不过,不用脑子也猜得到那琴箱里放的一定不是大提琴。

  芬格尔兴致勃勃地挑起半边眉梢,“啊?”

  路明非满脸欲哭无泪,仰头盯着天花板喃喃道:“谁能想到,楚子航不是楚子航呢……”

  芬格尔整个人吓得一晃,他刻意凑近了,做贼似的伸手一触路明非额头,“怎么了师弟?你在说什么胡话?”

  路明非慢慢地扭过头,神色苍凉,“村雨,我老公。”

  “……?”芬格尔一个后仰,飞速在脑海里做了个等量代换,半晌才憋出一句话:“哈、哈……但凡师弟你多吃一粒头孢,都不会……”

  ——村雨其人,是地下世界有名的赏金猎人,排名常年只在前三变动,从来神龙见首不见尾,是个活在传说里、只配令人跪在脚下仰望的男人。
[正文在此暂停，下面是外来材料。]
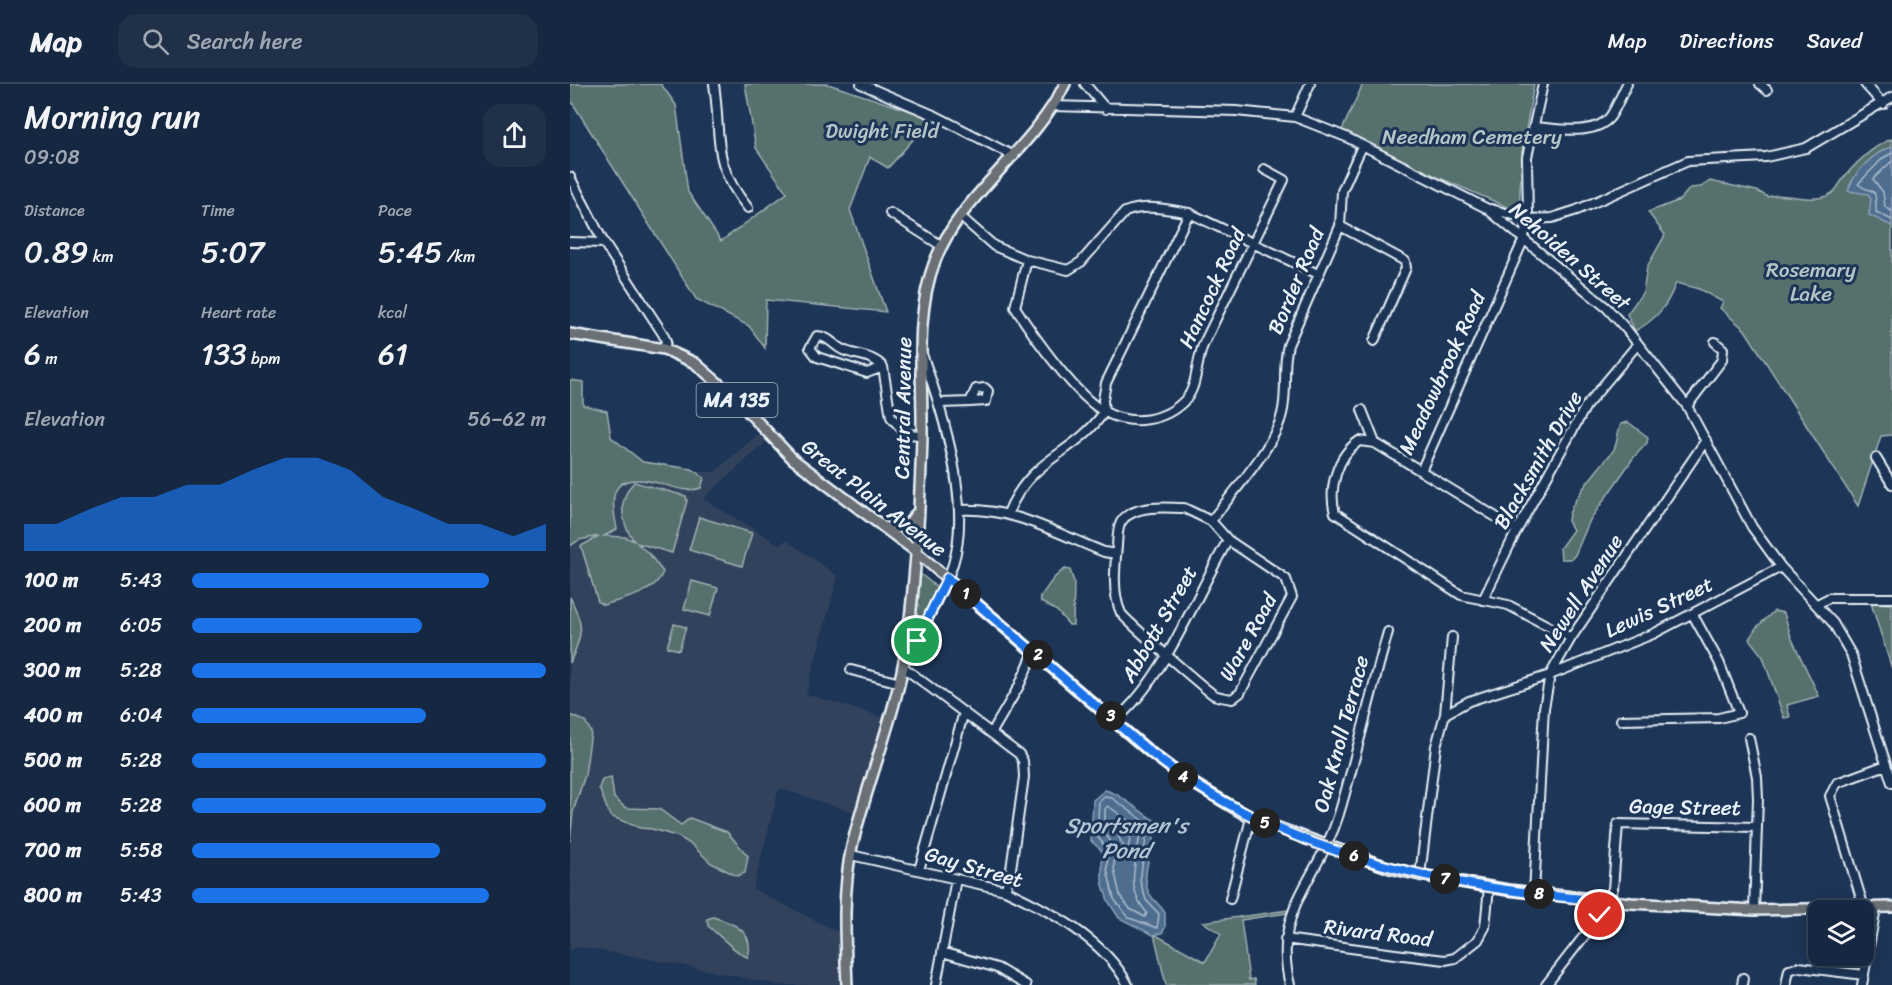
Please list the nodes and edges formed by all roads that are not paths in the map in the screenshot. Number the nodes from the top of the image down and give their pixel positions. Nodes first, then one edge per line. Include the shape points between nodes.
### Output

  路明非的眼神飘忽了一瞬:“我说真的,昨天解决完任务回去的时候撞上了。”定了定神,他强调:“在家里。”

  接的单子其实几天前就规划好了行程,任务目标这几天刚好在本市出差,省了路明非绞尽脑汁向楚子航撒谎的麻烦,千里送人头,礼轻情意重,哪还有不收的道理。

  那天早晨醒来的时候楚子航已经出门上班,路明非揉着腰从床上爬起来,前夜里折腾得太狠,下床的时候更是腿一软差点跪到了地上,他三两下打理好自己,顺手推了衣帽间里的隔板,开了被自己藏在家里的军火库,无数金属的暗格从墙面里弹了出来,暗格之间的玻璃框后装逼的蓝光溢出来,照射在各式枪械上。

  对芬格尔的审美不置可否,路明非伸手挑了一把反手插进了腿侧的枪套里,背上大提琴箱,撕了“记得加热”的便利贴,拎着楚子航准备好的早餐出了门。

  动手前楚子航给他发了条短信,说已经回了家,问他中午想吃什么。路明非抬头看了看目标任务被保镖包围的身影,顺手回了一句今天我买菜就翻身爬进了通风管道。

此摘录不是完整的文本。